Claudio Estrada (Claudio Estrada Baez) nasceu em Veracruz, em 31 de julho de 1910, e três dias após, seus pais, Tirso Estrada Quezada e Teresa Baez Camacho, o levaram para Cidade do México e o registraram.

Claudio viveu, na capital, seus primeiros dezoito anos. Depois em Jalapa durante vinte anos. Regressou para a Cidade do México, onde residiu até seu falecimento em 1984. Fez estudos de solfejo na Escola de Música da Secretaria da Educação Pública.

Compôs sua primeira canção em 1929 e em 1930 conheceu Mario del Valle e com ele formou um dueto atuando numa feira vestidos como gaúchos. Cláudio tocava violão e Mario cantava. Um ano mais tarde conheceu, nesse local, Mario Moreno, também conhecido como Cantinflas, surgindo uma grande amizade.

Com a construção do Teatro Follies, onde atuaria Cantinflas, foi contratado para compor para algumas revistas. Em 1949 sua canção Contigo, interpretada pelo Trio Los Panchos, se tornou famosa. O México inteiro a cantava.

Posteriormente vieram outros sucessos, como: Una traición, Albricias, Todavía no me muero, Compasión, Yo te quise, e muitas outras, que foram interpretadas por cantores famosos da época.

Alfredo Gil

Alfredo Gil (Alfredo Bojalil Gil) nasceu em Teziutlan, Puebla, México, em cinco de agosto de 1915 e faleceu em 10 de setembro de 1999. Seu pai era libanês e sua mãe mexicana. Até sete anos viveu em sua terra natal, depois se mudou para Veracruz.

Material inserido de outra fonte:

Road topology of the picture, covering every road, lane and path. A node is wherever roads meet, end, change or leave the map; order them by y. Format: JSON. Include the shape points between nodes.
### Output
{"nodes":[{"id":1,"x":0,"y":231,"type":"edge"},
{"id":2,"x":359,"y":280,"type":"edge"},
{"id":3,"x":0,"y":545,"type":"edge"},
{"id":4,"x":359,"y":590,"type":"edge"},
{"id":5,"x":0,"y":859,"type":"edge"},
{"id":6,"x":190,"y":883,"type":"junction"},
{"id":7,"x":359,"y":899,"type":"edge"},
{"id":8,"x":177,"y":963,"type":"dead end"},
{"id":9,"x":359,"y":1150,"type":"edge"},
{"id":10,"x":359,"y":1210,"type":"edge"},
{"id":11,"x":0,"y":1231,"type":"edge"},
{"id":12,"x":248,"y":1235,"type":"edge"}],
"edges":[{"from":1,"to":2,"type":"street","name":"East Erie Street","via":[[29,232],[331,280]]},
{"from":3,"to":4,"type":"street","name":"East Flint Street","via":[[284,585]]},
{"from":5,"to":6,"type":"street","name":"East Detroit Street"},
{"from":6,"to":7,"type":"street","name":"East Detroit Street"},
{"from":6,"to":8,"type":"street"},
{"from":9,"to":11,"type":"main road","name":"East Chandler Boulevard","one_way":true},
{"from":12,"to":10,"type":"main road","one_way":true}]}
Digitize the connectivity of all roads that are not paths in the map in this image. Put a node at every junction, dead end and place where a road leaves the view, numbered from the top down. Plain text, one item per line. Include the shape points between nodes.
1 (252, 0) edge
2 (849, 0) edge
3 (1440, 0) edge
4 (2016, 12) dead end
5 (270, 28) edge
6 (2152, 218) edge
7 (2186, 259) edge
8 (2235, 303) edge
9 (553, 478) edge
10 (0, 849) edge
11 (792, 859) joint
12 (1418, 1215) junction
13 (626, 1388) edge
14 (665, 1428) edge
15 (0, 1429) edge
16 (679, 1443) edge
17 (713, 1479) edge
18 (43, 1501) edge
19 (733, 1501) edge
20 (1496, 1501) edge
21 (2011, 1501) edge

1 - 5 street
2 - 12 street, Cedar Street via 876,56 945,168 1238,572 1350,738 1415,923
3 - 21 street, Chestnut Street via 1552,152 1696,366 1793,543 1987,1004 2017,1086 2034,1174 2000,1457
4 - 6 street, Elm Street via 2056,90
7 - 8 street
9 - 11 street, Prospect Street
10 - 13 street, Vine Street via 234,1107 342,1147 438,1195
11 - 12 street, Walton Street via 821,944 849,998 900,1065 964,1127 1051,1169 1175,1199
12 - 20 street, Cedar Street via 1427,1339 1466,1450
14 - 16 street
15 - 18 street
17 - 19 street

No período de 1930 a 1937 residiu na Cidade do México. Estudou música com um professor particular e iniciou sua carreira artística em 1932, e como compositor, em 1942, em Nova York. Sua primeira composição foi Un siglo de ausencia.

Na década de 30 fez amizade com o compositor e violinista Chucho Navarro com quem viajou para Nova York para tentar a sorte como artistas. Mais tarde formaram com o cantor porto-riquenho Hernando Avilés o Trío los Panchos, fazendo sua estréia em 14 de maio de 1944 no Teatro Hispânico de Nova York.